El vicepresidente de Spotify dice que compiten con la piratería

Paul Brown desvela las claves del servicio que ha revolucionado la música 'online' y 'offline'

Spotify es el sistema de música que, tras conseguir una fácil invitación, nos permite curiosear por una amplísima e inabarcable colección de música. Basta con descargar una aplicación en el escritorio y escuchar lo que nos plazca, como si fuese una radio. Se puede escoger artista, estilo, década musical o las sugerencias de amigos.

Para la industria musical Spotify ha significado una iniciativa apetecible a las descargas ilimitadas en P2P. "Competimos con la piratería", dice Paul Brown, vicepresidente de la compañía, que ha participado en el FICOD de Madrid. A la industria musical, Spotify les permite conocer los gustos de la audiencia, y también controlar los lanzamientos de los artistas y obtener dinero por descargas de música, algo que por ahora sólo resultaba exitoso en iTunes, la tienda de música de Apple.
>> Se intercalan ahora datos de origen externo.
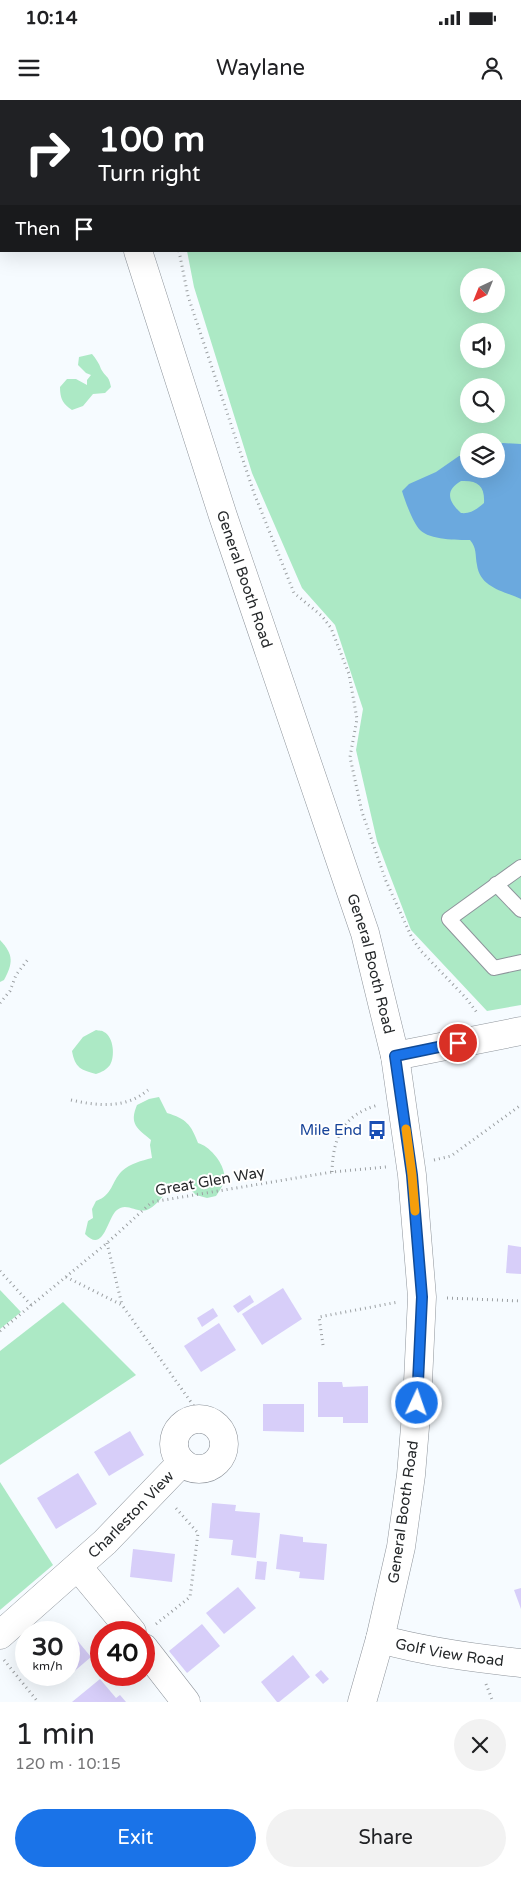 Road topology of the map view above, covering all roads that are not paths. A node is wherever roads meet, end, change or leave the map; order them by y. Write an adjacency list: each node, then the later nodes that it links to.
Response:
1 (138, 252): 7 (street, General Booth Road)
2 (521, 867): 3 (lane)
3 (496, 884): 4 (lane); 5 (lane)
4 (521, 910)
5 (521, 962)
6 (508, 1034): 7 (street)
7 (395, 1056): 12 (street, General Booth Road)
8 (182, 1462): 8 (street, Charleston View); 9 (street, Charleston View)
9 (78, 1567): 10 (street, Charleston View); 11 (street, Charleston View)
10 (128, 1621)
11 (0, 1635)
12 (380, 1639): 14 (street, Golf View Road); 16 (street, General Booth Road)
13 (155, 1656): 15 (street, Charleston View)
14 (521, 1663)
15 (186, 1702)
16 (362, 1702) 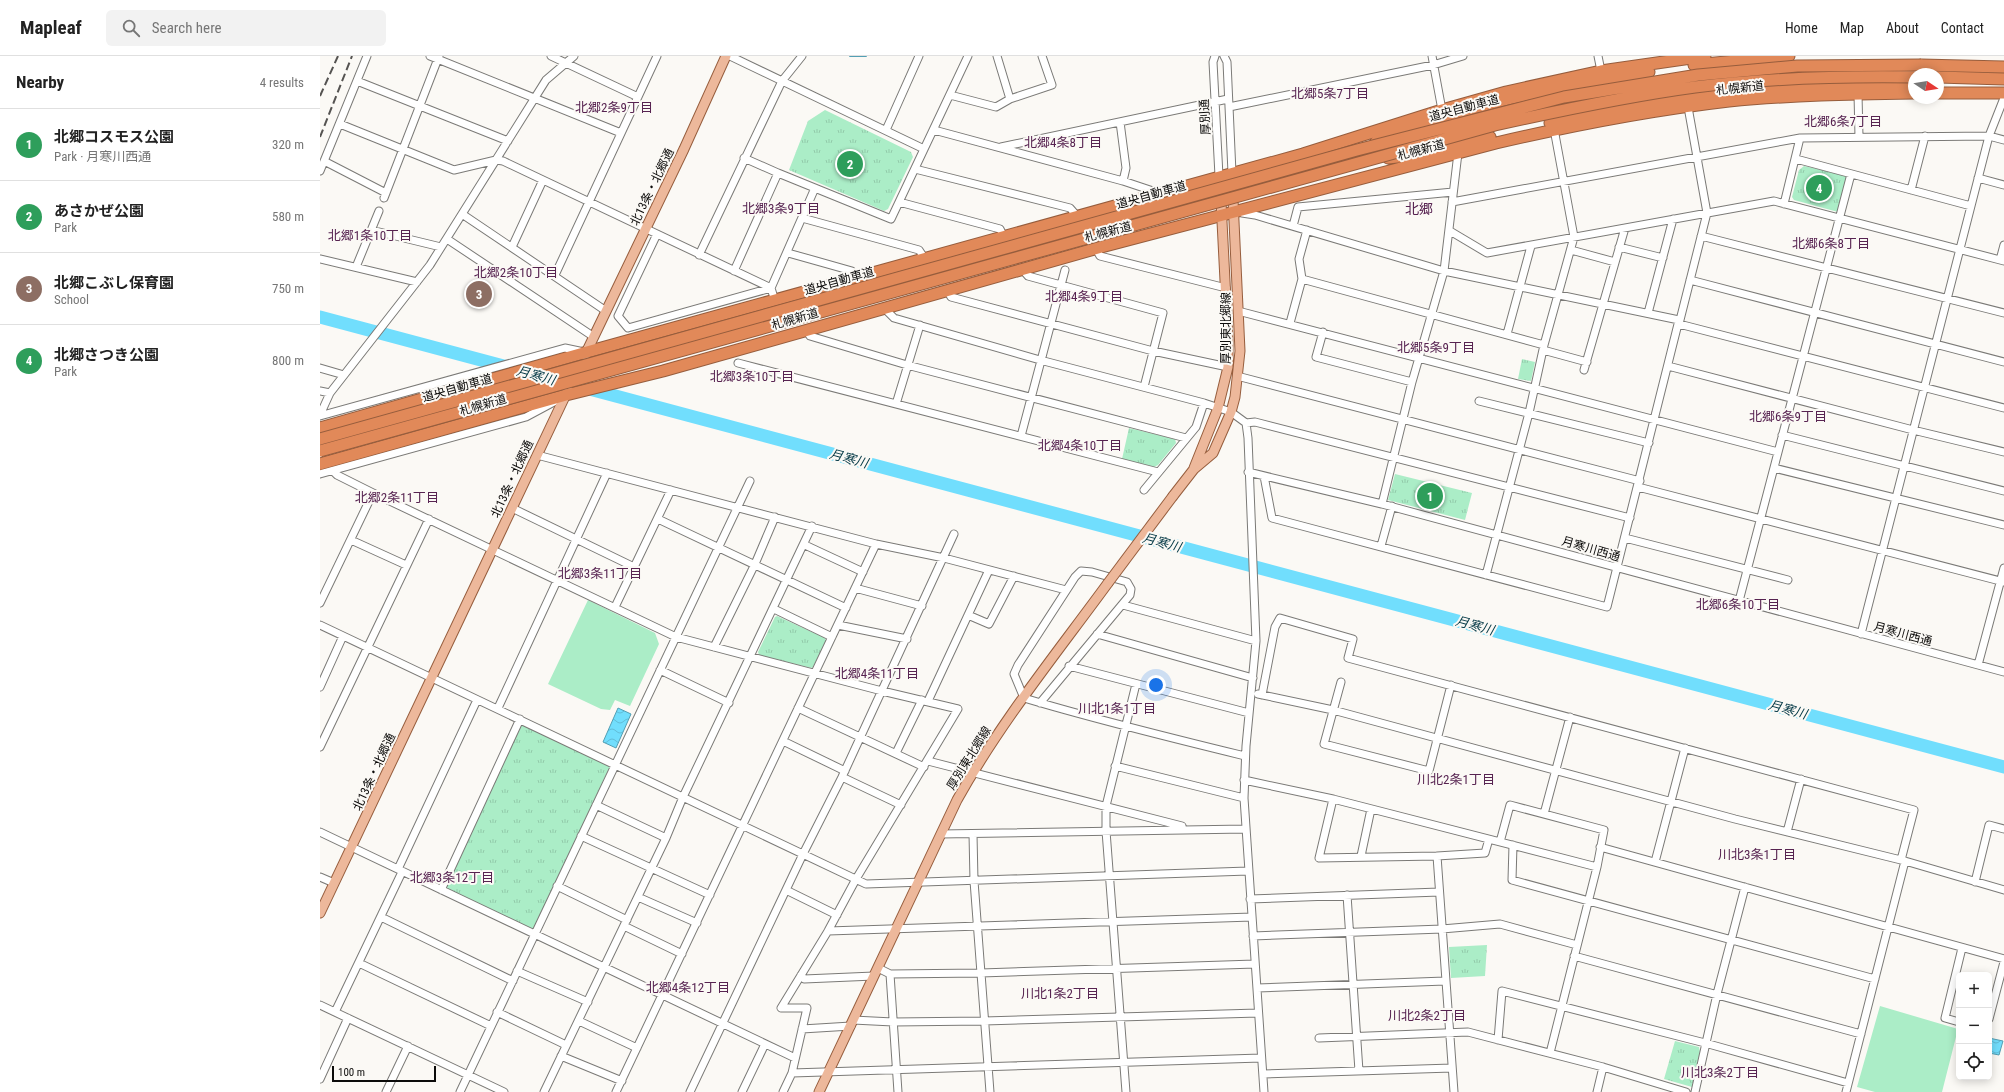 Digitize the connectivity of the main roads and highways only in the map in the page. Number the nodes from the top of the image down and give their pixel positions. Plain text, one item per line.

"Hacemos que sea muy fácil la venta de canciones", dice Brown. "En nuestro caso no hay que ir a ninguna tienda, sino que el oyente escucha una pieza y si le gusta en sólo dos clics la hace suya", explicó. "Permitimos anuncios en audio, como se ha hecho en radio toda la vida; en imágenes, dentro de la aplicación, y también dentro de nuestras búsquedas para posicionarse según los gustos del aficionado".
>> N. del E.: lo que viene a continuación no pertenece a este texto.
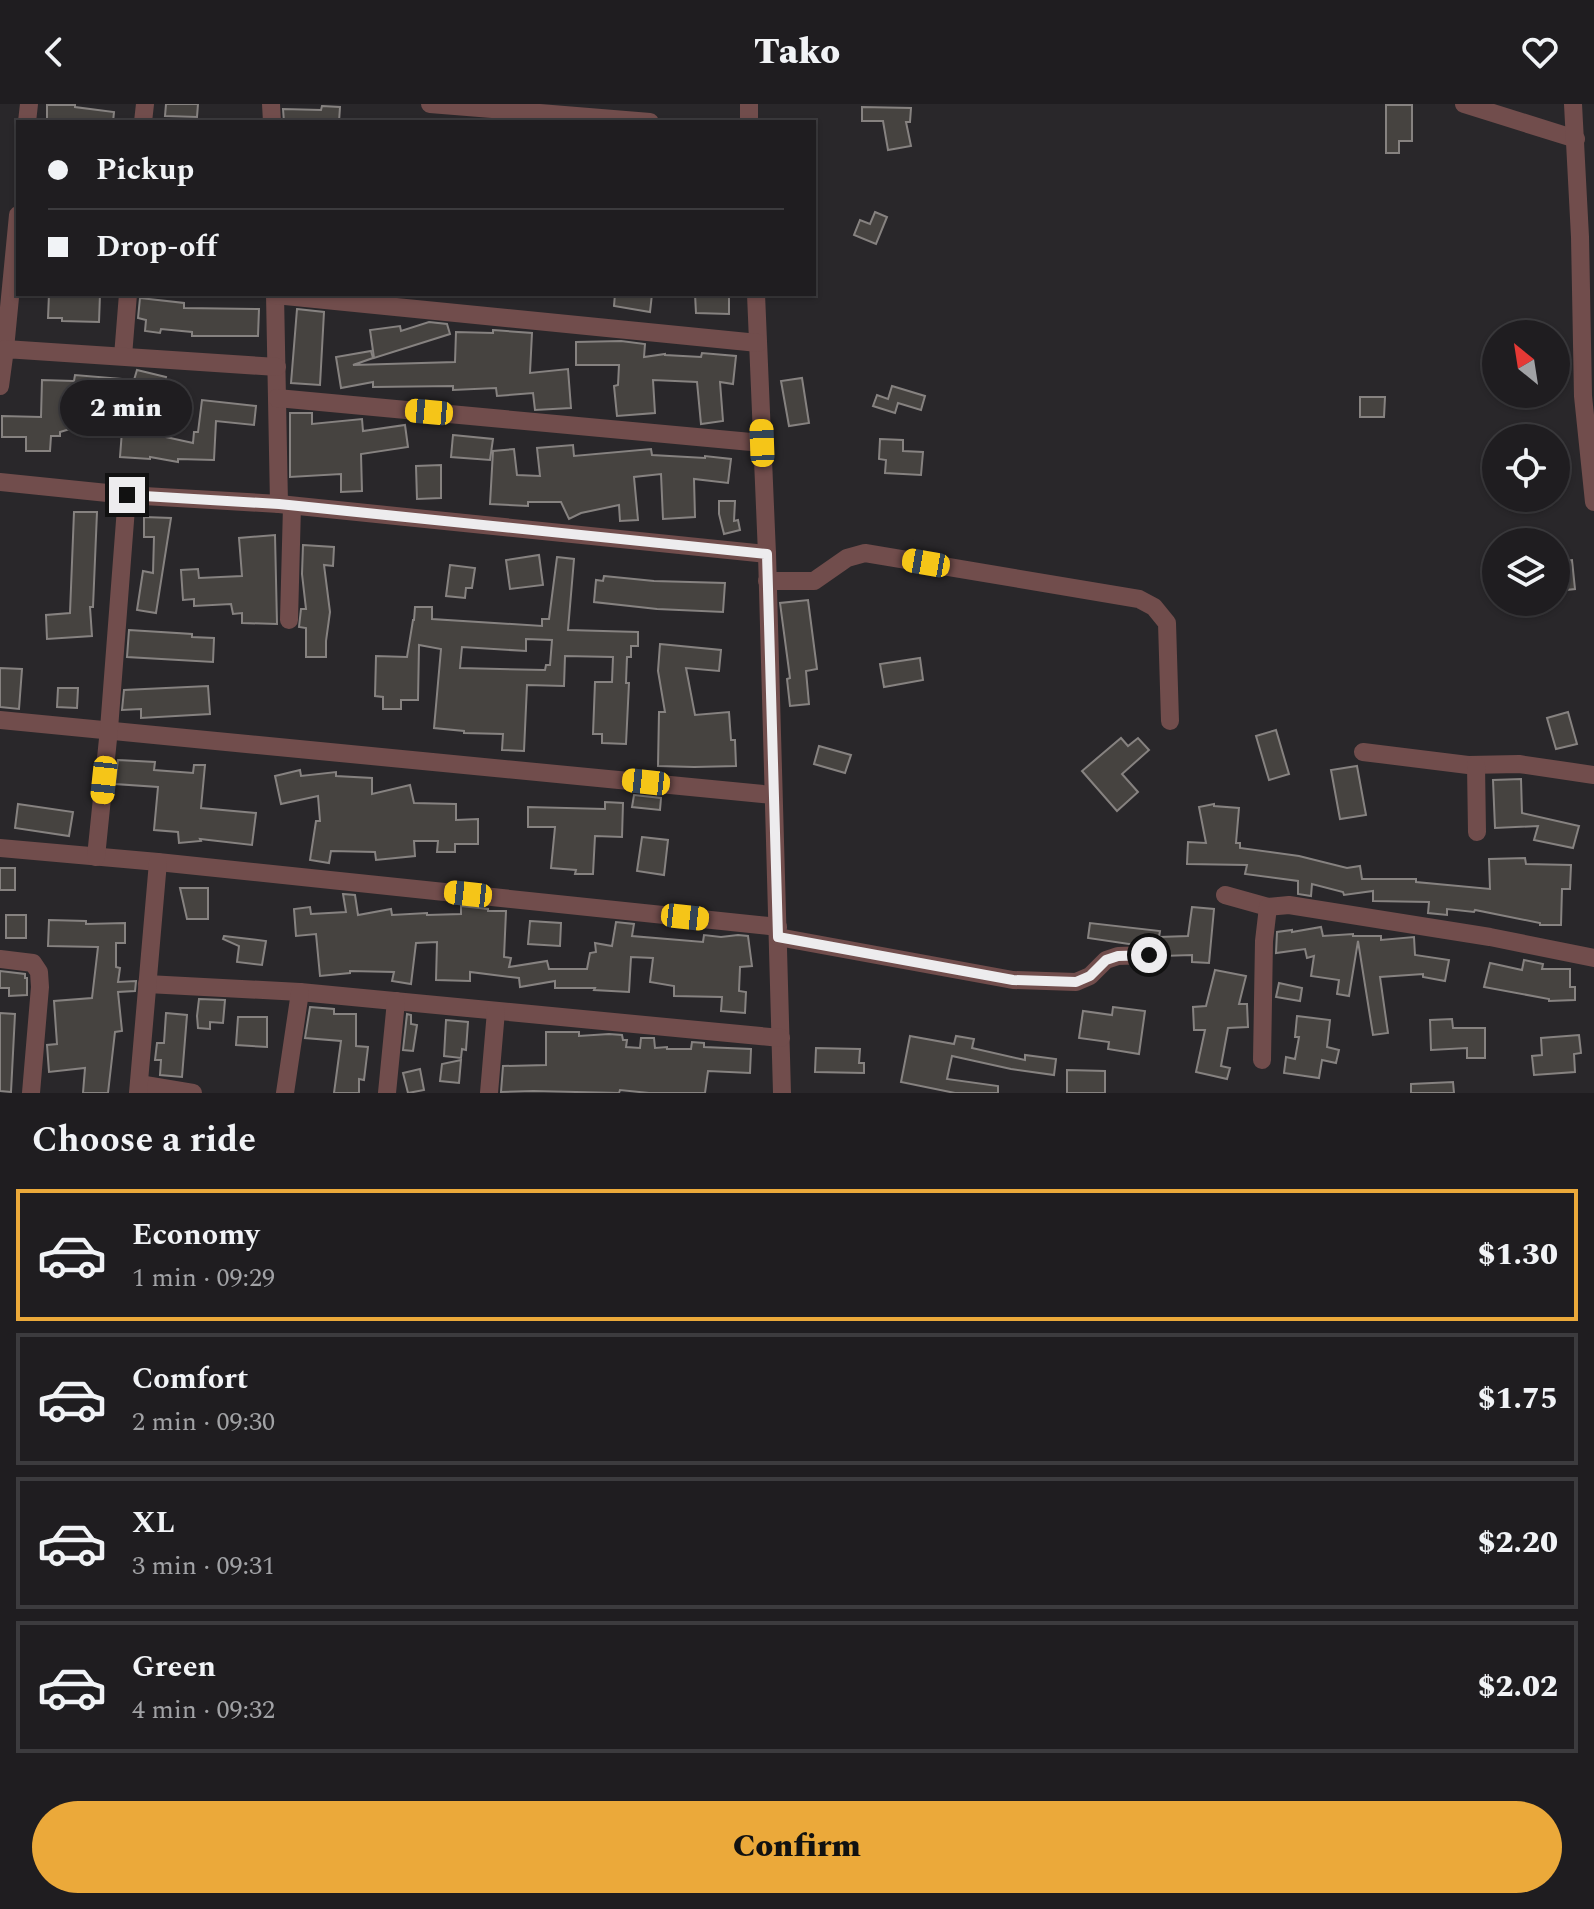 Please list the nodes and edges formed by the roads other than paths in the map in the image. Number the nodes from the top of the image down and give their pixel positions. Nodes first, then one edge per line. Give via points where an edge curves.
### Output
1 (430, 104) edge
2 (1464, 104) edge
3 (1573, 104) edge
4 (626, 120) edge
5 (1576, 139) junction
6 (16, 232) edge
7 (128, 296) edge
8 (275, 296) edge
9 (295, 296) edge
10 (756, 296) edge
11 (758, 343) junction
12 (2, 348) edge
13 (123, 356) junction
14 (277, 367) junction
15 (0, 386) edge
16 (277, 398) junction
17 (762, 443) junction
18 (0, 482) edge
19 (127, 495) junction
20 (1594, 502) edge
21 (286, 505) junction
22 (767, 554) junction
23 (767, 581) junction
24 (289, 620) dead end
25 (0, 720) edge
26 (1170, 721) dead end
27 (109, 729) junction
28 (1363, 752) dead end
29 (1476, 765) junction
30 (1594, 775) edge
31 (773, 795) junction
32 (1477, 832) dead end
33 (0, 848) edge
34 (96, 857) junction
35 (158, 862) junction
36 (1225, 895) dead end
37 (1268, 907) junction
38 (778, 932) junction
39 (1149, 955) dead end
40 (1594, 958) edge
41 (0, 959) edge
42 (147, 984) junction
43 (300, 992) junction
44 (396, 1001) junction
45 (496, 1011) junction
46 (781, 1038) junction
47 (1262, 1060) dead end
48 (138, 1089) edge
49 (31, 1093) edge
50 (193, 1093) edge
51 (285, 1093) edge
52 (387, 1093) edge
53 (489, 1093) edge
54 (782, 1093) edge

1 - 4 street
2 - 5 street
3 - 5 street
5 - 20 street via 1583,396
6 - 12 street
7 - 13 street
8 - 14 street
9 - 11 street
10 - 11 street
11 - 17 street
12 - 13 street
12 - 15 street
13 - 14 street
14 - 16 street
16 - 17 street
16 - 21 street
17 - 22 street
18 - 19 street
19 - 21 street
19 - 27 street
21 - 22 street
21 - 24 street
22 - 23 street
23 - 26 street via 814,581 847,558 865,553 1139,599 1167,623
23 - 31 street
25 - 27 street
27 - 31 street
27 - 34 street
28 - 29 street
29 - 30 street via 1519,764
29 - 32 street
31 - 38 street
33 - 34 street
34 - 35 street
35 - 38 street
35 - 42 street
36 - 37 street
37 - 40 street via 1289,905
37 - 47 street
38 - 39 street via 1013,980 1076,982 1106,960
38 - 46 street
41 - 49 street via 33,963 39,972
42 - 43 street
42 - 48 street
43 - 44 street
43 - 51 street
44 - 45 street
44 - 52 street
45 - 46 street
45 - 53 street
46 - 54 street
48 - 50 street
La ventaja con respecto a otros formatos publicitarios es claro; no llega a resultar publicidad invasiva, aunque el oyente no se libra de ella. Puede minimizar la ventana o tratar de pasar el corte de publicidad, le dará igual. El sistema sabe que no lo escuchó y lo ejecuta de nuevo. Como es lógico, a los anunciantes este control sólo puede agradarle. En tiempos de atención escasa y publicidad en crisis saber que si se paga por un anuncio se tendrá efectividad es un valor. Brown presumióde ello: "En Reino Unido la publicidad en medios es un auténtico drama. Servicios como el nuestro, que aseguran retorno y seguimiento son un gran atractivo".

Al margen de los números lo que más les inquieta es la comunidad de entusiastas nacida alrededor de su producto. "Aún no hemos empezado en serio con la promoción y el márketing porque nuestra comunidad es nuestra fortaleza, queremos conocerlos muy bien y para eso Twitter es un buen termómetro", confesaba. Robbie Williams, por ejemplo, puso su último álbumpara escuchar en Spotify tres días antes de salir a la venta. El 5% de los que lo escucharon lo encargaron. En esta línea mantienen cercanía con artistas como Coldplay, U2 y los escoceses Glasvegas.
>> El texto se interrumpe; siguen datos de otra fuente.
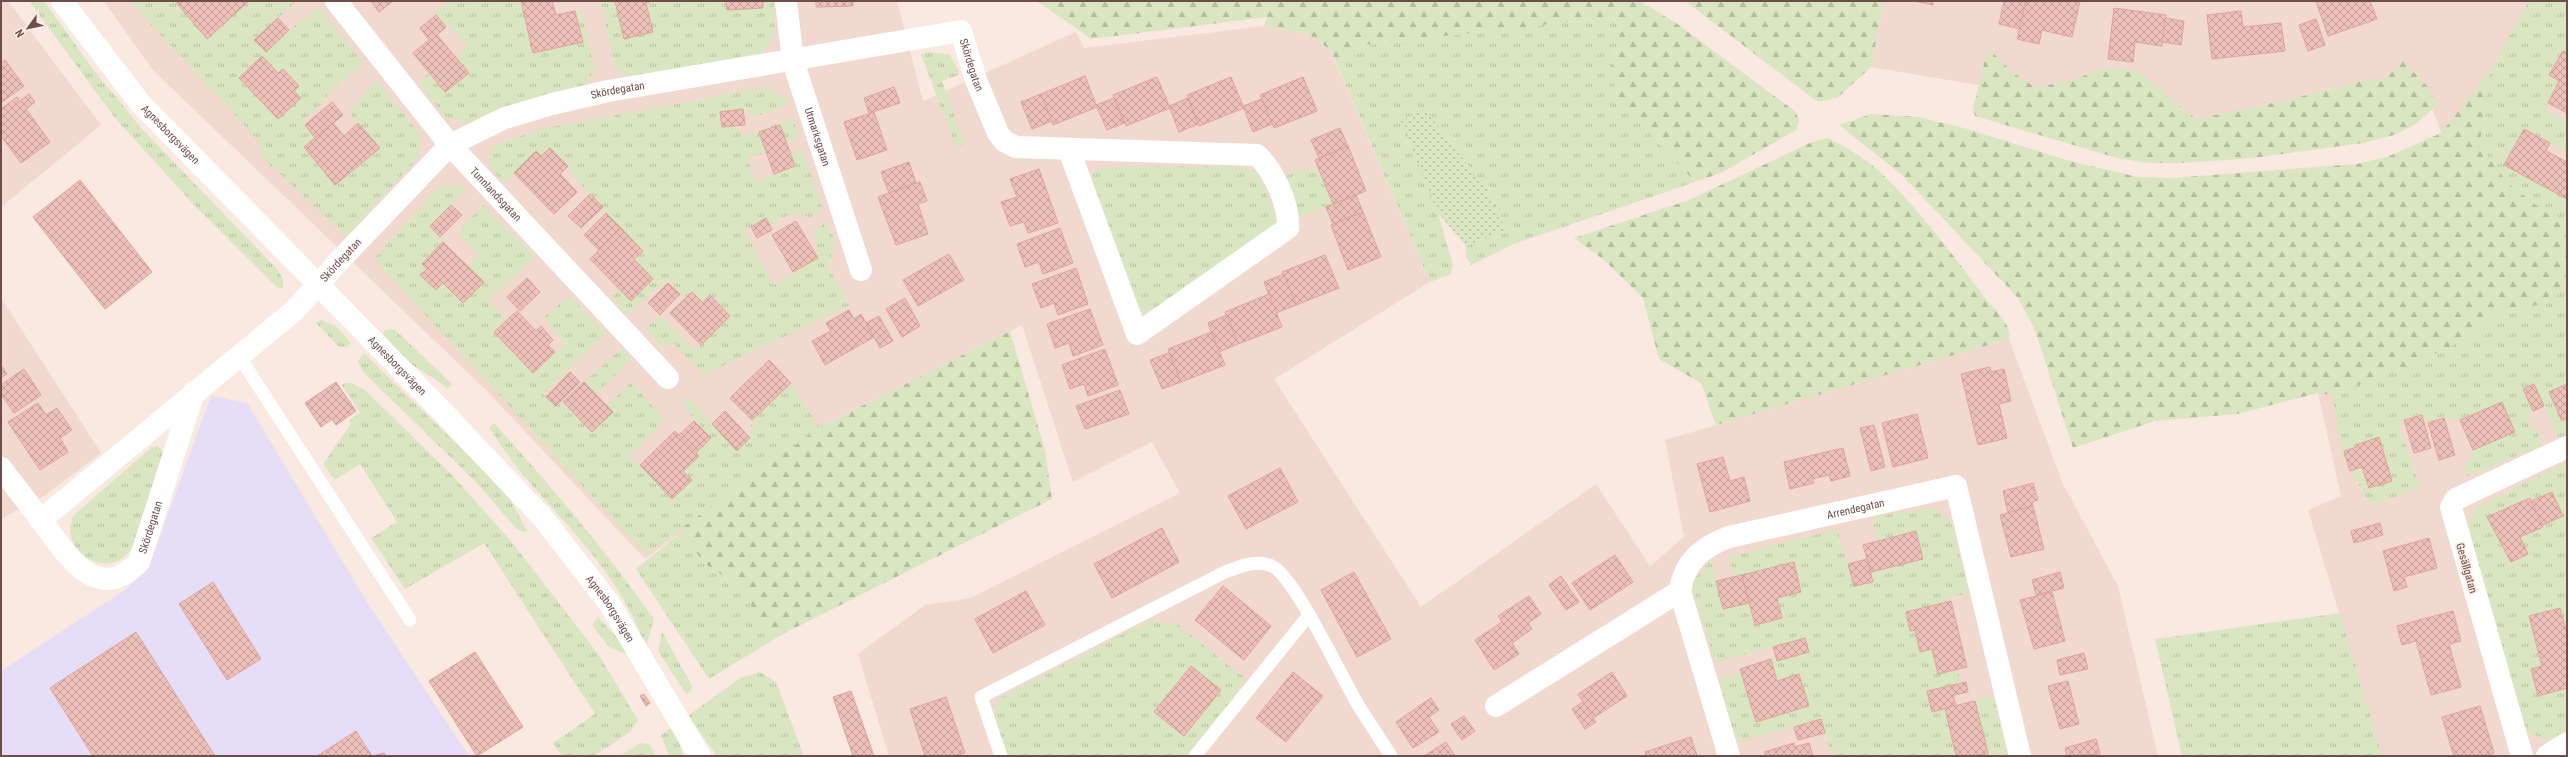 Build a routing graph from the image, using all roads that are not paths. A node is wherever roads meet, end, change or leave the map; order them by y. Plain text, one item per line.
1 (62, 1) edge
2 (336, 1) edge
3 (786, 1) edge
4 (793, 61) junction
5 (450, 145) junction
6 (1069, 150) junction
7 (861, 270) dead end
8 (318, 286) junction
9 (239, 356) junction
10 (668, 378) dead end
11 (194, 392) junction
12 (2567, 447) edge
13 (1, 468) edge
14 (41, 520) junction
15 (1680, 591) junction
16 (1309, 615) junction
17 (410, 620) dead end
18 (1496, 706) dead end
19 (2567, 743) edge
20 (700, 756) edge
21 (1001, 756) edge
22 (1195, 756) edge
23 (1391, 756) edge
24 (1729, 756) edge
25 (2020, 756) edge
26 (2522, 756) edge
27 (2547, 756) edge

1 - 8 street, Agnesborgsvägen
2 - 5 street, Tunnlandsgatan
3 - 4 street, Utmarksgatan
4 - 5 street, Skördegatan
4 - 6 street, Skördegatan
4 - 7 street, Utmarksgatan
5 - 8 street, Skördegatan
5 - 10 street, Tunnlandsgatan
6 - 6 street
8 - 9 street, Skördegatan
8 - 20 street, Agnesborgsvägen
9 - 11 street, Skördegatan
9 - 17 lane
11 - 14 street, Skördegatan
11 - 14 street, Skördegatan
12 - 26 street, Gesällgatan
13 - 14 street, Skördegatan
15 - 18 street
15 - 24 street
15 - 25 street, Arrendegatan
16 - 21 lane
16 - 22 lane
16 - 23 lane
19 - 27 street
La fidelidad del público hace que se enganchen y pasen a pagar casi diez euros al mes para tenerlo siempre disponible, aunque no tengan conexión o estén con su móvil. Spotify ya funciona con iPhone y los teléfonos con Android. La intención multiplataforma es clara, pero también tener algo que contar. "Los contenidos son clave, atraen y hacen que los usuarios premium se sientan parte de un club. No sólo escuchan la música sino que tienen acceso más cercano a las estrellas que admiran", desveló Brown. De cara al futuro su intención es crear un "ecosistema musical, para la apertura de la música, con seguridad y 'monetización'". Brown declaró con cierto aire evangelista: "La URL es el nuevo MP3. Todo son enlaces en lugar de archivos. Cuando quieras música Spotify es el referente al margen de la plataforma o el formato".